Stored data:
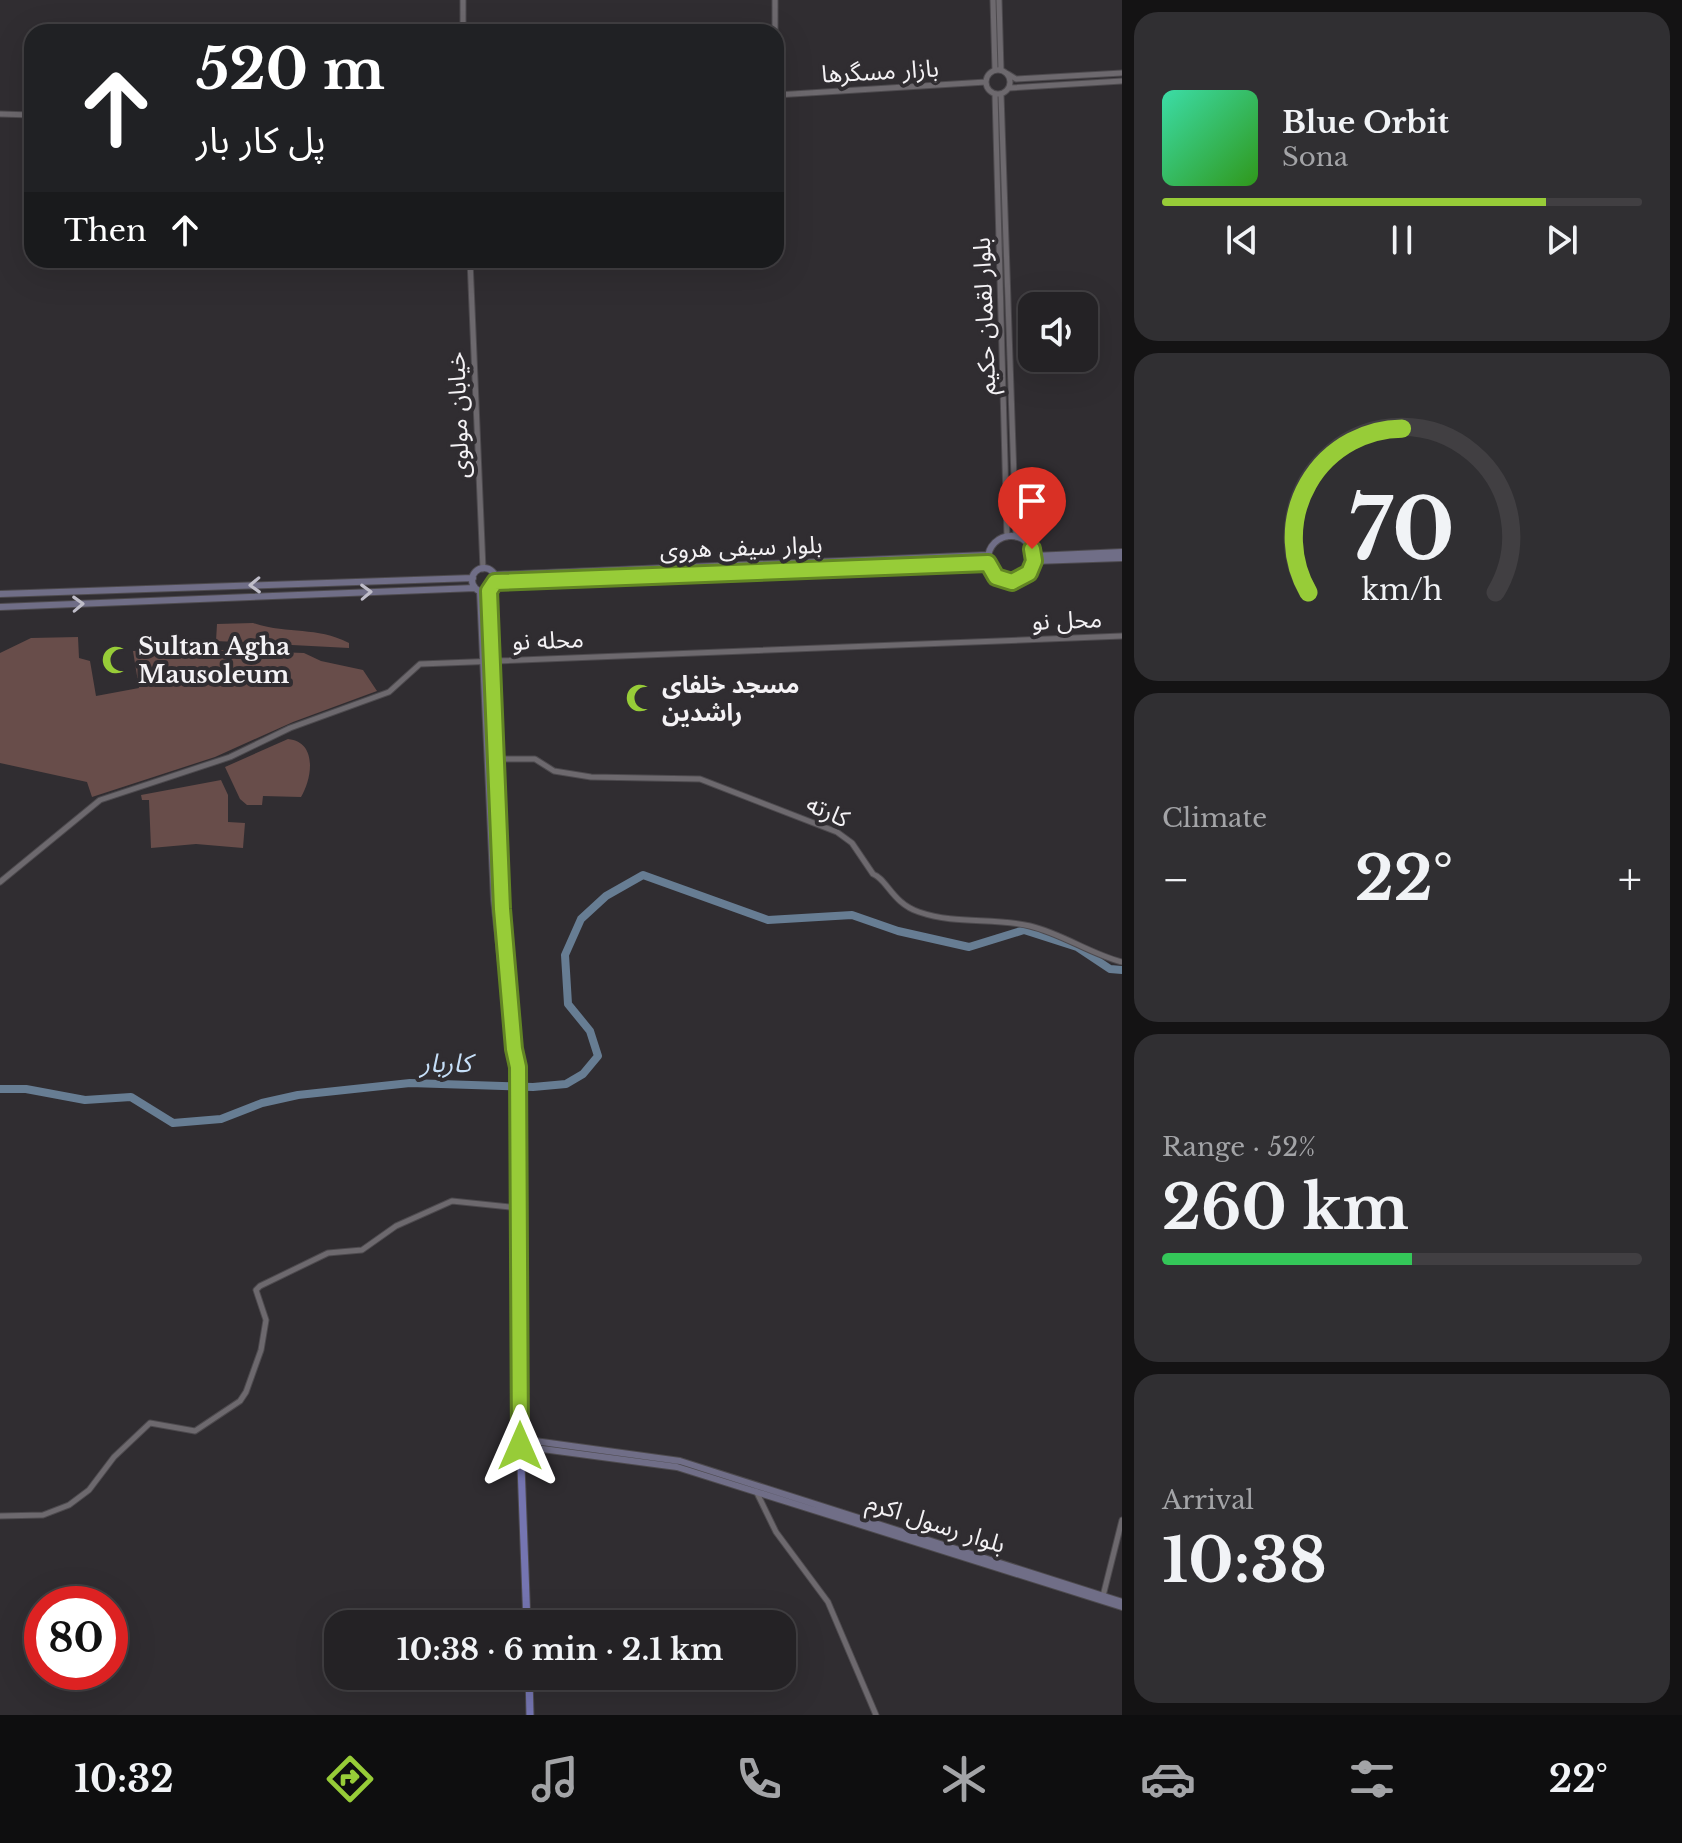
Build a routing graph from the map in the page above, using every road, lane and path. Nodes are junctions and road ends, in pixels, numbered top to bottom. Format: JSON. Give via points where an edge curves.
{"nodes":[{"id":1,"x":463,"y":0,"type":"edge"},
{"id":2,"x":775,"y":0,"type":"edge"},
{"id":3,"x":996,"y":0,"type":"edge"},
{"id":4,"x":463,"y":24,"type":"edge"},
{"id":5,"x":775,"y":24,"type":"edge"},
{"id":6,"x":998,"y":70,"type":"junction"},
{"id":7,"x":1122,"y":73,"type":"edge"},
{"id":8,"x":1008,"y":74,"type":"junction"},
{"id":9,"x":1122,"y":81,"type":"edge"},
{"id":10,"x":986,"y":82,"type":"junction"},
{"id":11,"x":1009,"y":88,"type":"junction"},
{"id":12,"x":998,"y":94,"type":"junction"},
{"id":13,"x":784,"y":95,"type":"edge"},
{"id":14,"x":0,"y":114,"type":"edge"},
{"id":15,"x":24,"y":115,"type":"edge"},
{"id":16,"x":470,"y":268,"type":"edge"},
{"id":17,"x":1016,"y":535,"type":"junction"},
{"id":18,"x":1007,"y":537,"type":"junction"},
{"id":19,"x":1122,"y":555,"type":"edge"},
{"id":20,"x":1034,"y":558,"type":"junction"},
{"id":21,"x":988,"y":559,"type":"junction"},
{"id":22,"x":483,"y":569,"type":"junction"},
{"id":23,"x":473,"y":578,"type":"junction"},
{"id":24,"x":495,"y":579,"type":"junction"},
{"id":25,"x":322,"y":583,"type":"junction"},
{"id":26,"x":146,"y":589,"type":"junction"},
{"id":27,"x":478,"y":589,"type":"junction"},
{"id":28,"x":489,"y":591,"type":"junction"},
{"id":29,"x":0,"y":594,"type":"edge"},
{"id":30,"x":322,"y":594,"type":"junction"},
{"id":31,"x":146,"y":601,"type":"junction"},
{"id":32,"x":0,"y":607,"type":"edge"},
{"id":33,"x":1122,"y":636,"type":"edge"},
{"id":34,"x":1014,"y":640,"type":"joint"},
{"id":35,"x":487,"y":661,"type":"junction"},
{"id":36,"x":492,"y":759,"type":"junction"},
{"id":37,"x":0,"y":882,"type":"edge"},
{"id":38,"x":1122,"y":962,"type":"edge"},
{"id":39,"x":519,"y":1095,"type":"joint"},
{"id":40,"x":520,"y":1208,"type":"junction"},
{"id":41,"x":520,"y":1443,"type":"junction"},
{"id":42,"x":757,"y":1487,"type":"junction"},
{"id":43,"x":0,"y":1516,"type":"edge"},
{"id":44,"x":1122,"y":1520,"type":"edge"},
{"id":45,"x":1102,"y":1598,"type":"junction"},
{"id":46,"x":1122,"y":1605,"type":"edge"},
{"id":47,"x":526,"y":1610,"type":"edge"},
{"id":48,"x":529,"y":1690,"type":"edge"},
{"id":49,"x":530,"y":1715,"type":"edge"},
{"id":50,"x":876,"y":1715,"type":"edge"}],
"edges":[{"from":1,"to":4,"type":"street"},
{"from":2,"to":5,"type":"street"},
{"from":3,"to":6,"type":"street"},
{"from":6,"to":8,"type":"street"},
{"from":6,"to":10,"type":"street"},
{"from":7,"to":8,"type":"street","via":[[1016,79]]},
{"from":8,"to":11,"type":"street"},
{"from":9,"to":11,"type":"street"},
{"from":10,"to":12,"type":"street"},
{"from":10,"to":13,"type":"street","name":"بازار مسگرها"},
{"from":11,"to":12,"type":"street"},
{"from":12,"to":17,"type":"street","name":"بلوار لقمان حکیم"},
{"from":12,"to":18,"type":"street","name":"بلوار لقمان حکیم"},
{"from":14,"to":15,"type":"street"},
{"from":16,"to":22,"type":"street","name":"خیابان مولوی"},
{"from":17,"to":18,"type":"main road"},
{"from":17,"to":20,"type":"main road"},
{"from":18,"to":21,"type":"main road","via":[[995,543]]},
{"from":19,"to":20,"type":"main road"},
{"from":20,"to":21,"type":"main road","via":[[1025,578],[1012,582],[996,577]]},
{"from":21,"to":24,"type":"main road","name":"بلوار سیفی هروی"},
{"from":22,"to":23,"type":"main road"},
{"from":22,"to":24,"type":"main road"},
{"from":23,"to":25,"type":"main road"},
{"from":23,"to":27,"type":"main road"},
{"from":24,"to":28,"type":"main road"},
{"from":25,"to":26,"type":"main road","one_way":true},
{"from":25,"to":30,"type":"main road"},
{"from":26,"to":29,"type":"main road"},
{"from":26,"to":31,"type":"main road"},
{"from":27,"to":28,"type":"main road"},
{"from":30,"to":27,"type":"main road","one_way":true},
{"from":27,"to":35,"type":"main road"},
{"from":28,"to":35,"type":"main road"},
{"from":30,"to":31,"type":"main road"},
{"from":32,"to":31,"type":"main road","one_way":true},
{"from":33,"to":34,"type":"street","name":"محل نو"},
{"from":34,"to":35,"type":"street","name":"محله نو"},
{"from":35,"to":36,"type":"main road"},
{"from":35,"to":37,"type":"street","name":"محله نو","via":[[420,664],[389,692],[290,728],[230,757],[100,800]]},
{"from":36,"to":38,"type":"street","name":"کارته","via":[[535,759],[554,771],[591,777],[700,779],[837,832],[852,843],[898,902],[919,912],[973,923],[1031,926]]},
{"from":36,"to":39,"type":"main road","via":[[494,899]]},
{"from":39,"to":40,"type":"highway"},
{"from":40,"to":41,"type":"highway"},
{"from":40,"to":43,"type":"street","via":[[452,1201],[396,1226],[362,1250],[328,1253],[260,1286],[256,1290],[266,1320],[261,1350],[240,1401],[195,1431],[150,1423],[69,1505],[43,1515]]},
{"from":41,"to":42,"type":"main road","name":"بلوار رسول اکرم","via":[[680,1461]]},
{"from":41,"to":47,"type":"highway"},
{"from":42,"to":45,"type":"main road","name":"بلوار رسول اکرم"},
{"from":42,"to":50,"type":"street","via":[[776,1532],[828,1602]]},
{"from":44,"to":45,"type":"street"},
{"from":45,"to":46,"type":"main road","name":"بلوار رسول اکرم"},
{"from":48,"to":49,"type":"highway"}]}
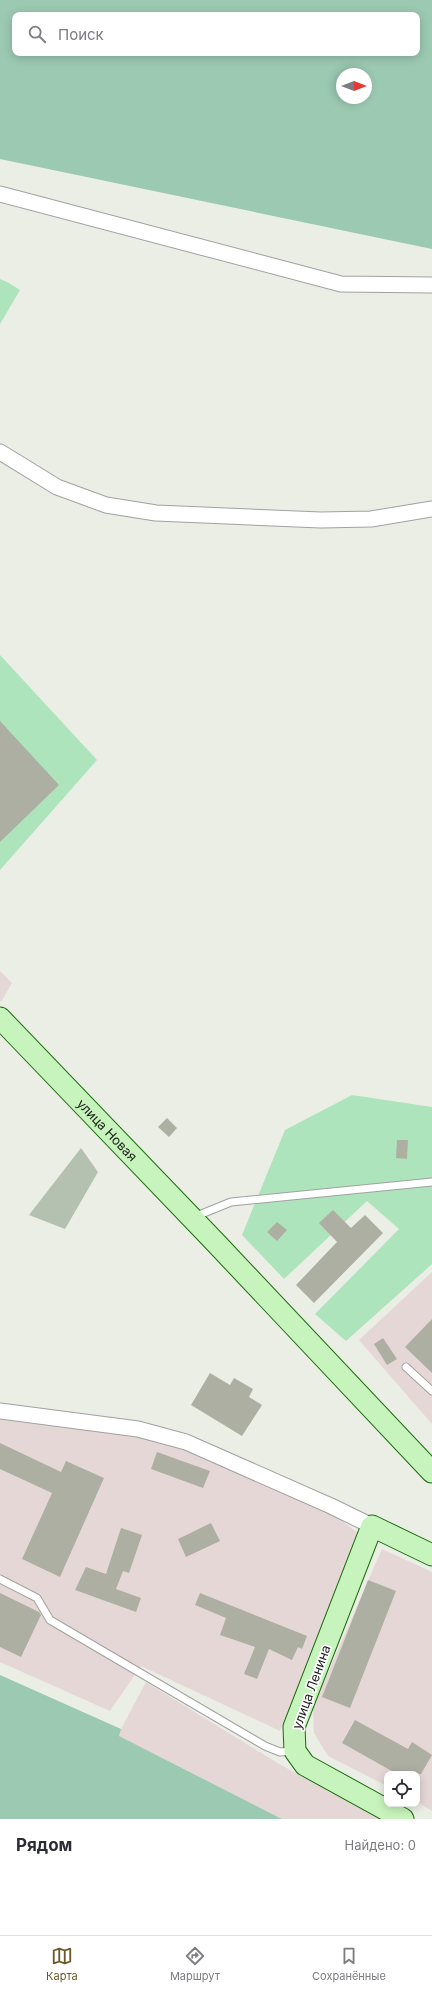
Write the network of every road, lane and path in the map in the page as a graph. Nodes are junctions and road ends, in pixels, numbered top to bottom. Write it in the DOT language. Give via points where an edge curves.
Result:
graph roads {
  1 [pos="0,194"];
  2 [pos="432,285"];
  3 [pos="0,452"];
  4 [pos="432,509"];
  5 [pos="0,1018"];
  6 [pos="432,1182"];
  7 [pos="192,1218"];
  8 [pos="406,1367"];
  9 [pos="432,1391"];
  10 [pos="0,1411"];
  11 [pos="432,1472"];
  12 [pos="372,1526"];
  13 [pos="422,1544"];
  14 [pos="432,1555"];
  15 [pos="0,1579"];
  16 [pos="295,1751"];
  17 [pos="403,1819"];
  1 -- 2 [label="street" via="341,284"];
  3 -- 4 [label="street" via="57,487 106,505 156,513 321,520 371,519"];
  5 -- 7 [label="street, улица Новая"];
  6 -- 7 [label="lane" via="231,1202"];
  7 -- 11 [label="street, улица Новая"];
  8 -- 9 [label="lane"];
  10 -- 12 [label="street" via="138,1429 186,1442"];
  12 -- 13 [label="street"];
  12 -- 16 [label="street, улица Ленина" via="294,1728"];
  13 -- 14 [label="street"];
  15 -- 16 [label="lane" via="37,1598 50,1620 265,1746 280,1752"];
  16 -- 17 [label="street" via="312,1771"];
}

_What the exercise asks_
Nothing but a number is expected: the tally of lines in the records that include the word "pixels".

_Answer below_
2